2 Replies Latest reply on May 18, 2009 1:15 AM by eduardoschardong

    Reduction kernel problem

    berathebrain

      OK, so I have a follwing problem, I don't know how to parallelize the following function:

      // multiply vector by vector (each vector should have one dimension equal to 1)
       float matrix_DotProduct(const int n, const float* const a, const float* const b){
        float val = 0;
        for(int j=0;j<n;j++)
          val += a[j] * b[j];
        return val;
      }

      When I try to use reduction kernel I couldn't, because reduction kernel supports only one input and one output stream, so my question is how do I go about and make some kind of kernel/kernels that can do exactly what that function does?

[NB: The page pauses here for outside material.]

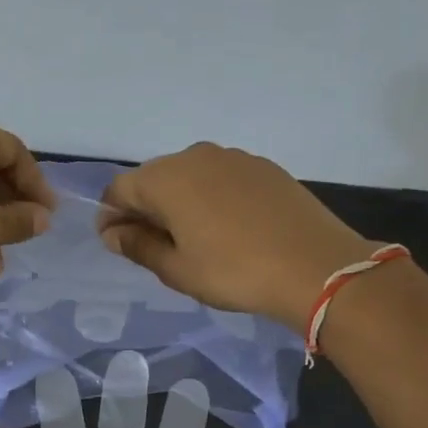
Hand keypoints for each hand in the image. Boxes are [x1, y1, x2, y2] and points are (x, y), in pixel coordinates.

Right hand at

      Thank you for your answers.

        • Reduction kernel problem
          berathebrain

          I may have found a solution, but it is extremly slow

          The host code:

          float product;

          ::brook::Stream<float> streamB(1,&n);
          ::brook::Stream<float2> streamB2(1,&n);
          streamB.read(b);
          matrix_combine_gpu_ati(streamB,streamB,streamB2);
          matrix_DotProduct_gpu_ati(streamB2,product);

          Kernel code:

          kernel void matrix_combine_gpu_ati(float in1<>,float in2<>,out float2 out1<>
          {
              out1.x=in1;
              out1.y=in2;
          }

          // multiply vector by vector (each vector should have one dimension equal to 1)
          reduce void matrix_DotProduct_gpu_ati(float2 a<>,reduce float c<>{
             c += a.x * a.y;
          }

            • Reduction kernel problem
              eduardoschardong

              I'm surprised your solution worked, to work it should be something like:

              kernel void product(float a<>, float<>b, out float c<>)

              {

              c = a * b;

              }

              reduce void reduce_sum(float a<>, reduce float b<>)

              {

              b += a;

              }

               

              About the performance issue, reduction kernels won't help, in fact, a dot product is likely to be limited by memory bandwidth, the best you can do to help is reduce the number of trips to memory by reducing the numbers of kernels being launched, doing your own reduction, lds may help.